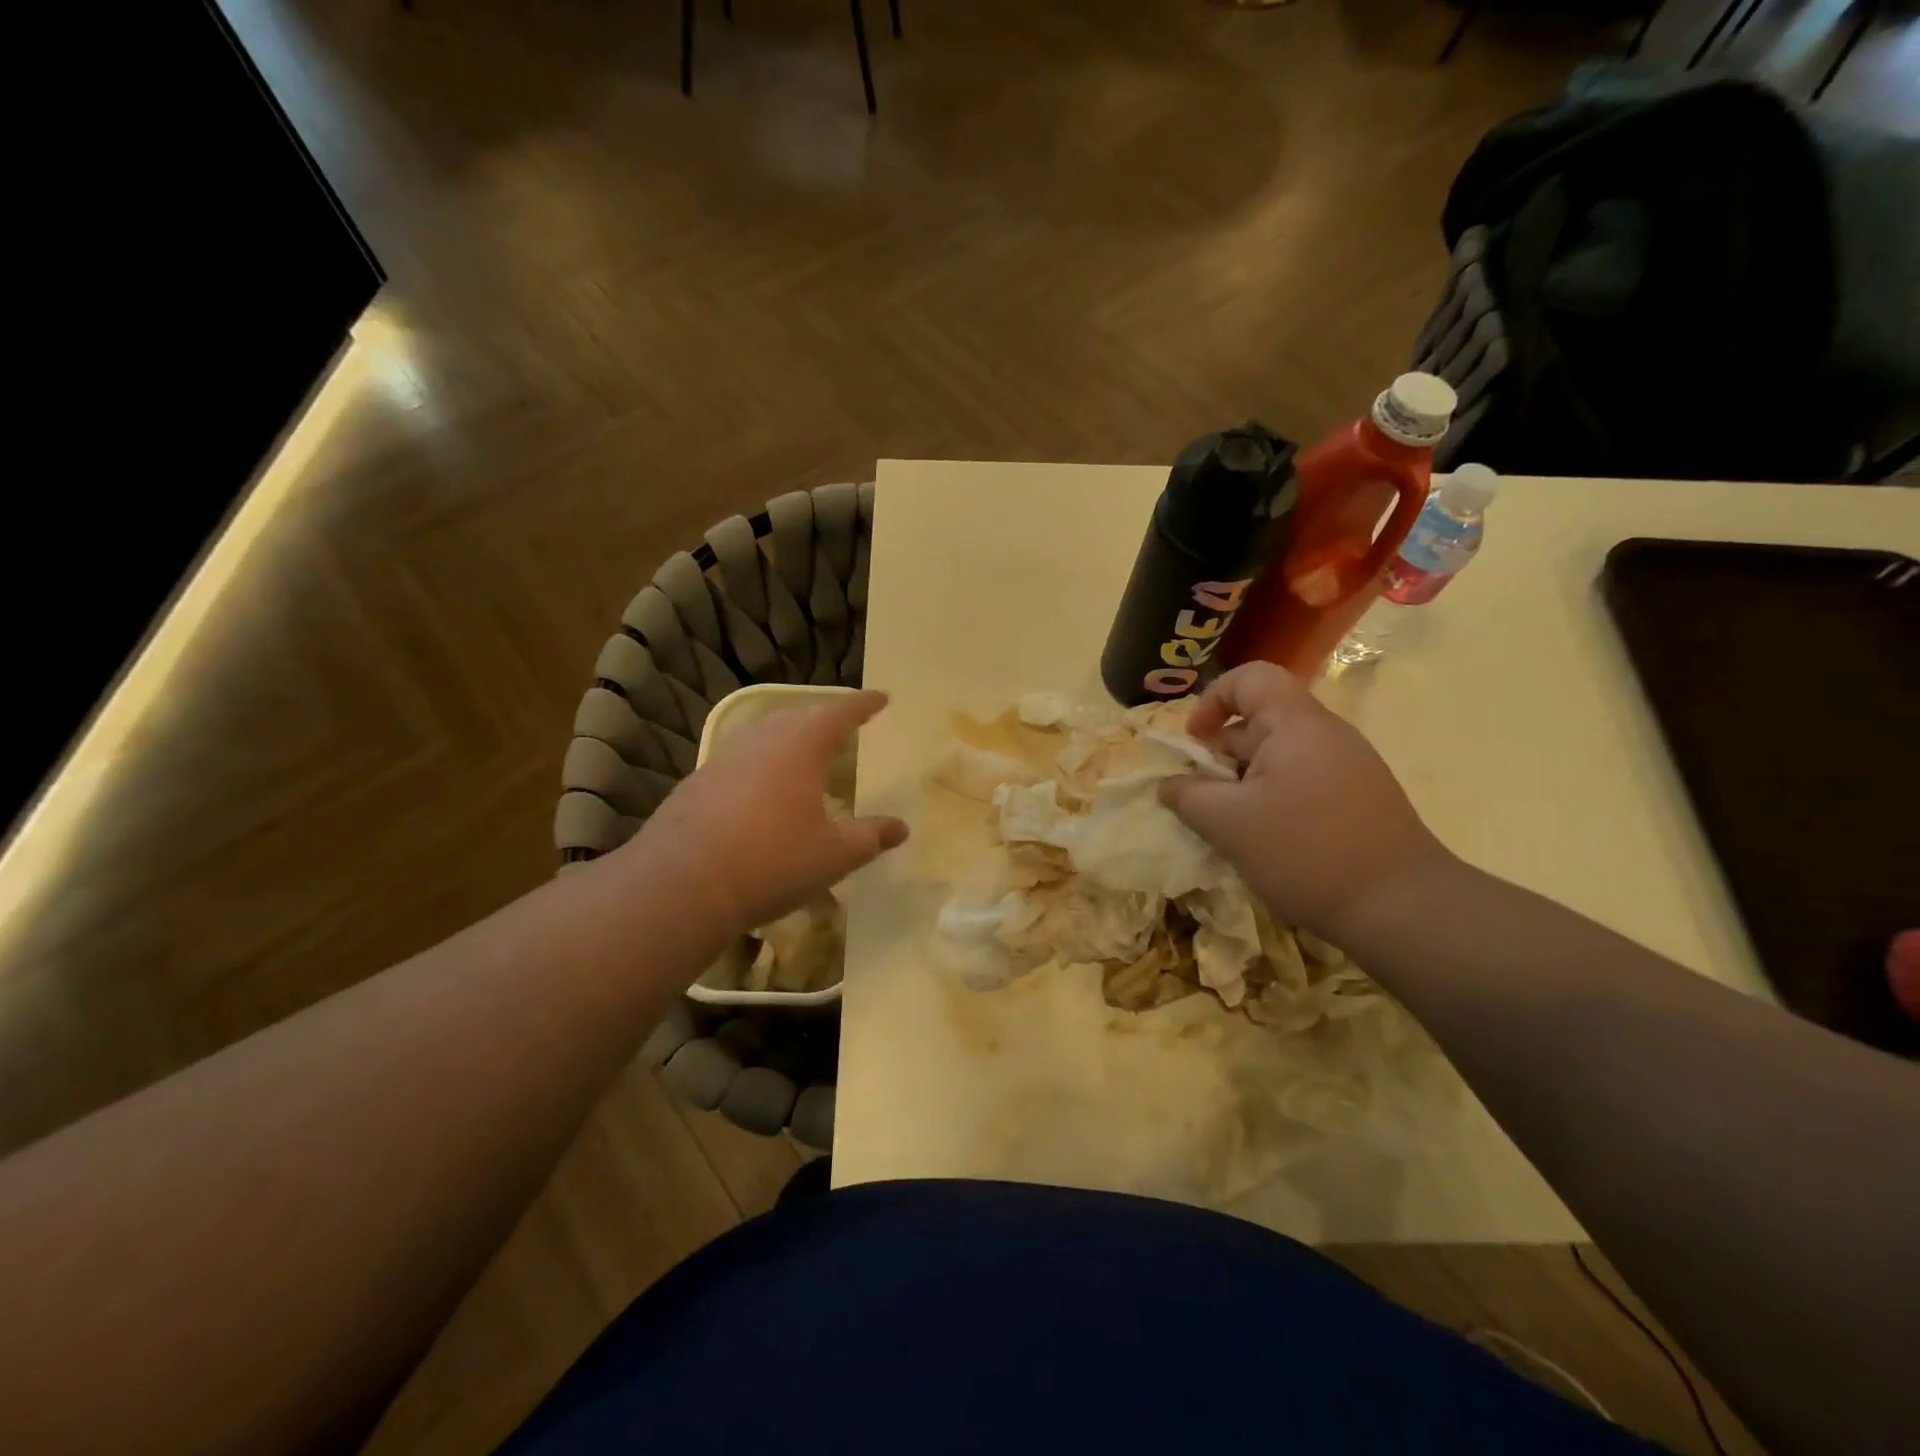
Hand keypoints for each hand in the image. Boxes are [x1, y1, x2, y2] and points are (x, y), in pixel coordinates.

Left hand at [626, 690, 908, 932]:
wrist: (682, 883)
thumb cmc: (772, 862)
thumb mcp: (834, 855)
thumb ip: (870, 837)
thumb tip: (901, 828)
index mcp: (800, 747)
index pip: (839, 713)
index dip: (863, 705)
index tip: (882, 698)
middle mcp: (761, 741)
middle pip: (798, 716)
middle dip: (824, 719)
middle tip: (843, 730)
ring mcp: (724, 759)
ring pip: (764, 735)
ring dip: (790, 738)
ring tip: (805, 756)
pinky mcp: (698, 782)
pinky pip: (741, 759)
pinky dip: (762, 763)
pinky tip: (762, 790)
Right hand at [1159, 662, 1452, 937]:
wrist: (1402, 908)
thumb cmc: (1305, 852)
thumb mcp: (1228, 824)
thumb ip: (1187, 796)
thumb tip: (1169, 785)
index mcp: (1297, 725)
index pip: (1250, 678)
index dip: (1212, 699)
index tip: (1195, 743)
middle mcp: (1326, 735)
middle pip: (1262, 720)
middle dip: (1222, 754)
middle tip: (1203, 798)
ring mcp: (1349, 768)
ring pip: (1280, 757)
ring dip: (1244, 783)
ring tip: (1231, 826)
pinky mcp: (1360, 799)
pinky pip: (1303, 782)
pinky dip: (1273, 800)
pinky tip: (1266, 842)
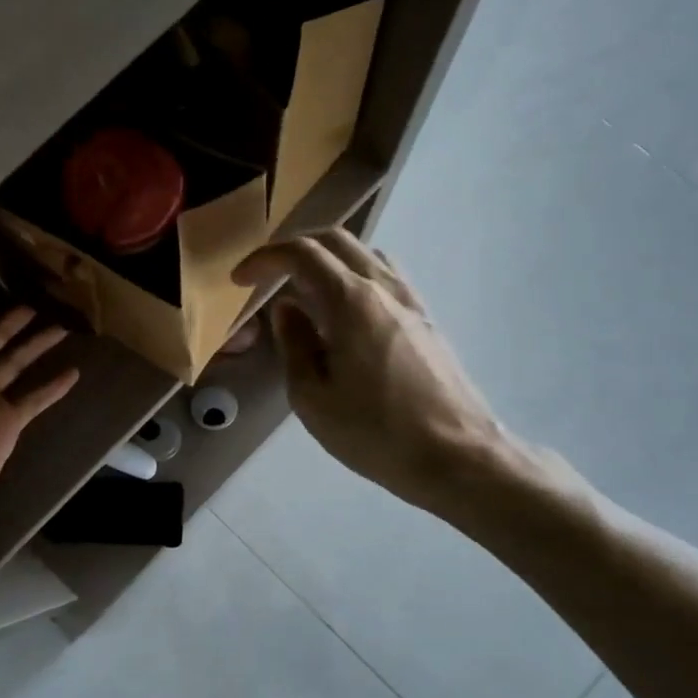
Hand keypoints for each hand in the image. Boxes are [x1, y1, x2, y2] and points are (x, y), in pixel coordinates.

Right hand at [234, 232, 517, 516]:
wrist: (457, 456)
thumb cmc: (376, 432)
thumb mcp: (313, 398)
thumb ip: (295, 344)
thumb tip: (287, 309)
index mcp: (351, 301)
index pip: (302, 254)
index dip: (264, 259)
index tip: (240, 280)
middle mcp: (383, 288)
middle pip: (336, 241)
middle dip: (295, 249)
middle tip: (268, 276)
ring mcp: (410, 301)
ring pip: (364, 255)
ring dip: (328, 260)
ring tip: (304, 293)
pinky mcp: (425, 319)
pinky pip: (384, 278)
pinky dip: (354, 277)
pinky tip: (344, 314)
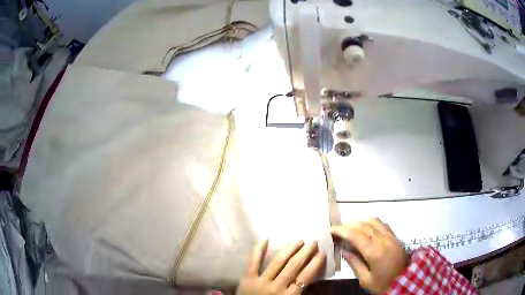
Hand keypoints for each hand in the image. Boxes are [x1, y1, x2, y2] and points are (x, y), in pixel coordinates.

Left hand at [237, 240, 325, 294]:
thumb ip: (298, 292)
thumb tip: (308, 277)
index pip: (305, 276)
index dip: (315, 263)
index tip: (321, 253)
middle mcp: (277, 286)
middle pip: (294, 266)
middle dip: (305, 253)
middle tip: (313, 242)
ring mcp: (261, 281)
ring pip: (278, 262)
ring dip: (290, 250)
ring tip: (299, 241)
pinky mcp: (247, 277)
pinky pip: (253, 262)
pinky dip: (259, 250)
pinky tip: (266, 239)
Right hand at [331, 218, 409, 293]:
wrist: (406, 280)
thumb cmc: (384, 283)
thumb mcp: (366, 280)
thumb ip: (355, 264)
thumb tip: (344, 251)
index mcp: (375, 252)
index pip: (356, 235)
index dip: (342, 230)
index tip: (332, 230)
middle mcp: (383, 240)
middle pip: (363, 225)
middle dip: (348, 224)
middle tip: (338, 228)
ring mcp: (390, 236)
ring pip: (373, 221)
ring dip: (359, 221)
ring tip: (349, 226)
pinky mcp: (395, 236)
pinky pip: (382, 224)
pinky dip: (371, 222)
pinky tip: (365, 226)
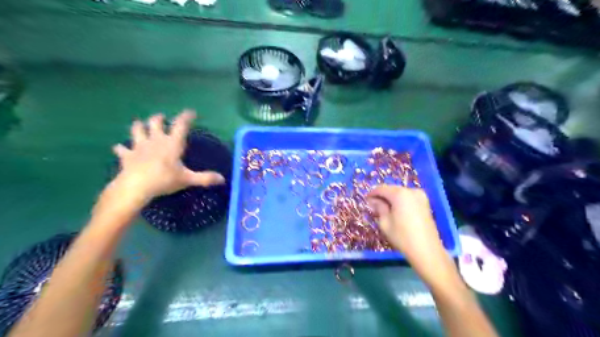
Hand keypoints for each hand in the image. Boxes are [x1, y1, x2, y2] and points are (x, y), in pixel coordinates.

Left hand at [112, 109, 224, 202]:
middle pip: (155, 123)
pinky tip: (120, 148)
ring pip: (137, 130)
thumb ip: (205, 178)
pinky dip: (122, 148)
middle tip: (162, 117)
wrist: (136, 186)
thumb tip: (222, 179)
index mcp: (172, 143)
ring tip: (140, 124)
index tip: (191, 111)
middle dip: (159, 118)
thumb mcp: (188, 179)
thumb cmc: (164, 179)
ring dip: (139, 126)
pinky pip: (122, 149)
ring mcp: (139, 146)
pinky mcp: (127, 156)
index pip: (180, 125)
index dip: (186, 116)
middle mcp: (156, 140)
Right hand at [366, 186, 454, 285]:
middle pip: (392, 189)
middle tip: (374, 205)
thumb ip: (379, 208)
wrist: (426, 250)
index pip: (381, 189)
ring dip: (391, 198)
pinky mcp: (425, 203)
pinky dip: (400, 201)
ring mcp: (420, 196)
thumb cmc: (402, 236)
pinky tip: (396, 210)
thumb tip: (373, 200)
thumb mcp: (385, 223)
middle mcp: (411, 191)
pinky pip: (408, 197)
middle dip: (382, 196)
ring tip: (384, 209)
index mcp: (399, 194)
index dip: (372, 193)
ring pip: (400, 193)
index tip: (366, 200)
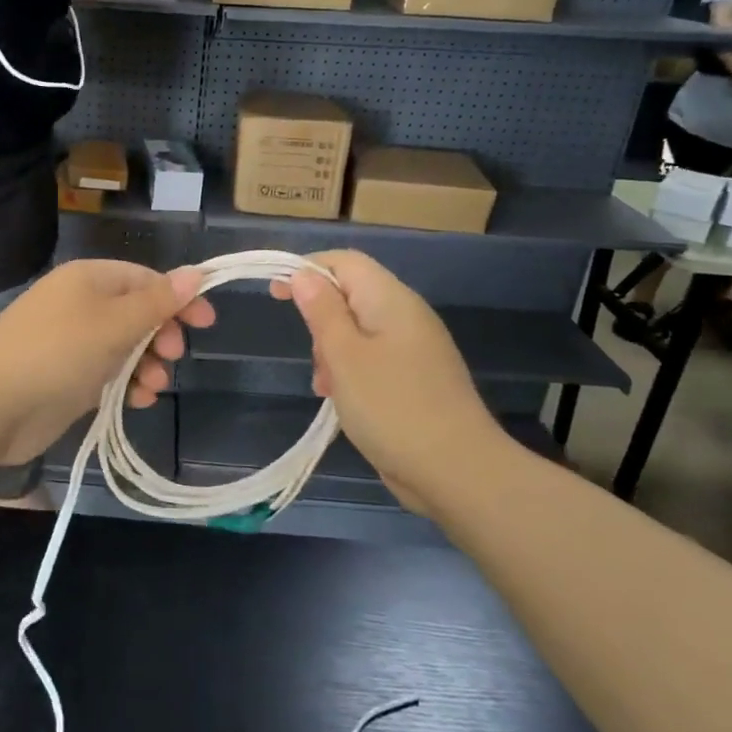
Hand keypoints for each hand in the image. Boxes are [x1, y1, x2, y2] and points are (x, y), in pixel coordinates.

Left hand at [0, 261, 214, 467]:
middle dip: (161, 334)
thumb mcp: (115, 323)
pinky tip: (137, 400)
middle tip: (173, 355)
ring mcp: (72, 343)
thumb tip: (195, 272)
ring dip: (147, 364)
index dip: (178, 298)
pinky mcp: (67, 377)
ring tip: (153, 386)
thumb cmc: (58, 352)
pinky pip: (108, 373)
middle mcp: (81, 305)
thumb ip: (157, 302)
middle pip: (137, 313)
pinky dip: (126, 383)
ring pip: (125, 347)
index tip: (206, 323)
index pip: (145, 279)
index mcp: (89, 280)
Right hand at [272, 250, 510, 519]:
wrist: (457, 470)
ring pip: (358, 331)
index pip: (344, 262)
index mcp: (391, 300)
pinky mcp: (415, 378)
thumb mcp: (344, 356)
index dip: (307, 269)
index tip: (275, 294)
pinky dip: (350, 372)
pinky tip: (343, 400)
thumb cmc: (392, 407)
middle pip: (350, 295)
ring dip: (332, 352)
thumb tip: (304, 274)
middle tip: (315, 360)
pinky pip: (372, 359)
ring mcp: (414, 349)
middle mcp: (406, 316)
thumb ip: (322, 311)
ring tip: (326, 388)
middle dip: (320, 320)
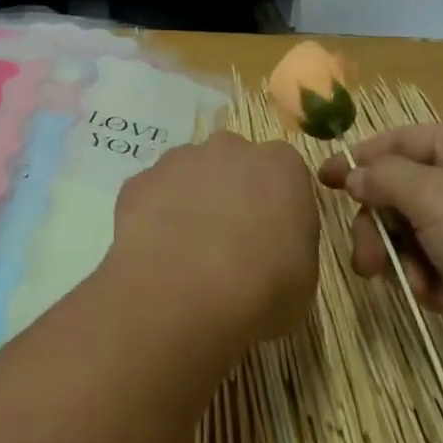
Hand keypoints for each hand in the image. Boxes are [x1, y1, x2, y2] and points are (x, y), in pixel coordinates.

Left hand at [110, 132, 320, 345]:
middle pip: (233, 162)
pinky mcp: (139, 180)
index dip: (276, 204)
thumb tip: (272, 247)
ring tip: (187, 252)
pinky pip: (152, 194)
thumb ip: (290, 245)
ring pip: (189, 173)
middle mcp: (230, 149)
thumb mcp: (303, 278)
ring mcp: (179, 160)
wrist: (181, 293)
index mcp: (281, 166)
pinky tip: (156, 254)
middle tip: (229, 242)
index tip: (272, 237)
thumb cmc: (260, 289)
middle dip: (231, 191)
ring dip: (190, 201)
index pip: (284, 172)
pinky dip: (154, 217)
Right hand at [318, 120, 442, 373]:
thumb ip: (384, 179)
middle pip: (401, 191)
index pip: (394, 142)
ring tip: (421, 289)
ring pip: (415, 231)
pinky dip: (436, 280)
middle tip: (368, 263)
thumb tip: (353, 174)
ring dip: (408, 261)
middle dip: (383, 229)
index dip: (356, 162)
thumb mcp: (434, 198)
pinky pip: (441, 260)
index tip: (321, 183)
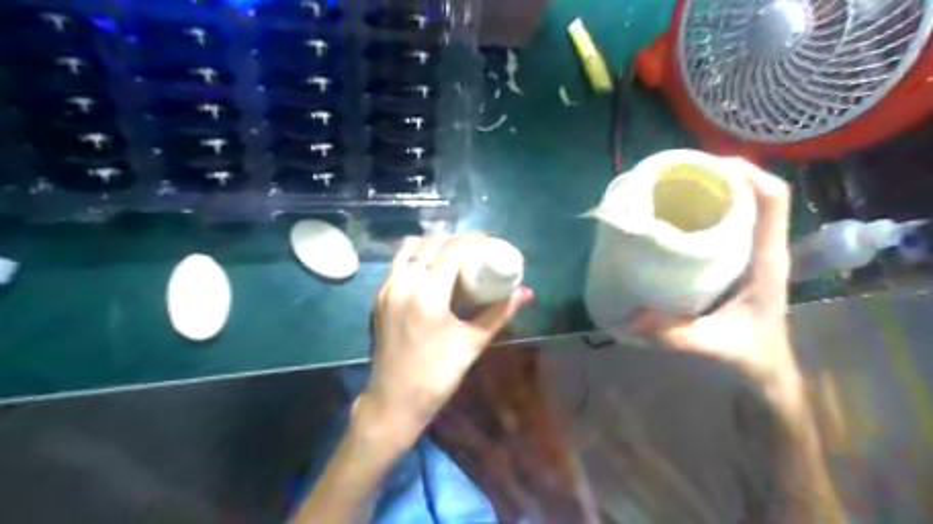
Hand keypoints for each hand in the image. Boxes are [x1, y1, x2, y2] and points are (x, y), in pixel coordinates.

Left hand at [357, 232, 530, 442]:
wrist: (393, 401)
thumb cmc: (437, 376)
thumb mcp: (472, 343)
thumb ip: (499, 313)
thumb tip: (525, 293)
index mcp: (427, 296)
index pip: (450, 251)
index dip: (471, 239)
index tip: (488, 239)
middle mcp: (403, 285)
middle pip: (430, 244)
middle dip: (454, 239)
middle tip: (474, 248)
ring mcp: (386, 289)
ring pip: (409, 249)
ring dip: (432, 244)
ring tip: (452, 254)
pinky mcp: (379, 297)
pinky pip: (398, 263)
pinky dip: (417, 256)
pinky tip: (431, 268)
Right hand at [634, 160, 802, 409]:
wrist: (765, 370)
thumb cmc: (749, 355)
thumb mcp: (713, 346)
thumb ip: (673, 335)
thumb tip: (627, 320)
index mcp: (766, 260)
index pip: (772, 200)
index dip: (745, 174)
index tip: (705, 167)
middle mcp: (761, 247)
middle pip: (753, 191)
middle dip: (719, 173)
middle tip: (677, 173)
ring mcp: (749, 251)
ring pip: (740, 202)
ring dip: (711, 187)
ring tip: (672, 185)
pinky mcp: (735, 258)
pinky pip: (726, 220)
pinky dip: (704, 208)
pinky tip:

### HOW TO COMPLETE THIS TASK
In the listing above, find the line containing "pinky tip: (266, 239)" and the line containing "middle dip: (348, 224)", then quote both, plus every line between them, exactly as written.

### PROBLEM SOLUTION
pinky tip: (266, 239)
Right hand at [331, 218, 409, 293]:
wrist: (406, 280)
thumb cmc: (384, 283)
thumb mcp: (366, 280)
thumb ip: (355, 264)
thumb tip: (344, 251)
index mcp: (375, 252)
index pip: (356, 235)
index dip: (342, 230)
index tip: (332, 230)
middle mcp: (383, 240)
middle pip: (363, 225)
middle dip: (348, 224)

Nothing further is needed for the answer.